Input data →
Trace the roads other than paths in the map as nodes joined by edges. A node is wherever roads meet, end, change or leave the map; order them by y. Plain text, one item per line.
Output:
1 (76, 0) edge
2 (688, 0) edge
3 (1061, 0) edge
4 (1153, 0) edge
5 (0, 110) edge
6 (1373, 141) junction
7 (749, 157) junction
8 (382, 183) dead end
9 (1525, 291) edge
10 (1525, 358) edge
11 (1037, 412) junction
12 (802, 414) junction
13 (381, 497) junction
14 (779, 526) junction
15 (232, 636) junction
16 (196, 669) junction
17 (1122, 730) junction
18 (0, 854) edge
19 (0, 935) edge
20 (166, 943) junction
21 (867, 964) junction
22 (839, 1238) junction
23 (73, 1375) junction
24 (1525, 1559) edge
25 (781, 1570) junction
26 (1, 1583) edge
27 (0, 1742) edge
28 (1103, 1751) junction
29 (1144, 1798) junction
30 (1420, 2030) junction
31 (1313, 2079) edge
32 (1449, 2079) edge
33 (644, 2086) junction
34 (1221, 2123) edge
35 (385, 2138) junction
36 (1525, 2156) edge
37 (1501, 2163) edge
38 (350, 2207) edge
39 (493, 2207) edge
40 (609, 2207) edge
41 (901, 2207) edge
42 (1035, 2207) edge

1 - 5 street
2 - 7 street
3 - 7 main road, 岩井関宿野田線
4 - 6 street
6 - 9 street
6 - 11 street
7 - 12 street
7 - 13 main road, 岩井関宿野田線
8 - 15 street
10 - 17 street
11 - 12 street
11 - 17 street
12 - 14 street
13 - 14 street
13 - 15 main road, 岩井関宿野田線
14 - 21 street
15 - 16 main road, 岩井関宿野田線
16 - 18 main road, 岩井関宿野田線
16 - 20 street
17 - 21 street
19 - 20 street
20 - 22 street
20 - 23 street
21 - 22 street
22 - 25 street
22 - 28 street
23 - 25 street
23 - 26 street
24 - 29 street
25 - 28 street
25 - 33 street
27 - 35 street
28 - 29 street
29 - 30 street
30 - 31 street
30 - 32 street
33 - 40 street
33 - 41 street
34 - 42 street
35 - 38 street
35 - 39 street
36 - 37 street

Exercise prompt → Make an exact copy of every record in the listing.

Solution for this problem →
Trace the roads other than paths in the map as nodes joined by edges. A node is wherever roads meet, end, change or leave the map; order them by y. Plain text, one item per line.
Output:
1 (76, 0) edge
2 (688, 0) edge
3 (1061, 0) edge
4 (1153, 0) edge
5 (0, 110) edge
6 (1373, 141) junction
7 (749, 157) junction
8 (382, 183) dead end
9 (1525, 291) edge
10 (1525, 358) edge
11 (1037, 412) junction
12 (802, 414) junction
13 (381, 497) junction
14 (779, 526) junction
15 (232, 636) junction
16 (196, 669) junction
17 (1122, 730) junction
18 (0, 854) edge
19 (0, 935) edge
20 (166, 943) junction
21 (867, 964) junction
22 (839, 1238) junction
23 (73, 1375) junction
24 (1525, 1559) edge
25 (781, 1570) junction
26 (1, 1583) edge
27 (0, 1742) edge
28 (1103, 1751) junction
29 (1144, 1798) junction
30 (1420, 2030) junction
31 (1313, 2079) edge
32 (1449, 2079) edge
33 (644, 2086) junction
34 (1221, 2123) edge
35 (385, 2138) junction
36 (1525, 2156) edge
37 (1501, 2163) edge
38 (350, 2207) edge
39 (493, 2207) edge
40 (609, 2207) edge
41 (901, 2207) edge
42 (1035, 2207) edge

1 - 5 street
2 - 7 street
3 - 7 main road, 岩井関宿野田線
4 - 6 street
6 - 9 street
6 - 11 street
7 - 12 street
7 - 13 main road, 岩井関宿野田線
8 - 15 street
10 - 17 street
11 - 12 street
11 - 17 street
12 - 14 street
13 - 14 street
13 - 15 main road, 岩井関宿野田線
14 - 21 street
15 - 16 main road, 岩井関宿野田線
16 - 18 main road, 岩井関宿野田線
16 - 20 street
17 - 21 street
19 - 20 street
20 - 22 street
20 - 23 street
21 - 22 street
22 - 25 street
22 - 28 street
23 - 25 street
23 - 26 street
24 - 29 street
25 - 28 street
25 - 33 street
27 - 35 street
28 - 29 street
29 - 30 street
30 - 31 street
30 - 32 street
33 - 40 street
33 - 41 street
34 - 42 street
35 - 38 street
35 - 39 street
36 - 37 street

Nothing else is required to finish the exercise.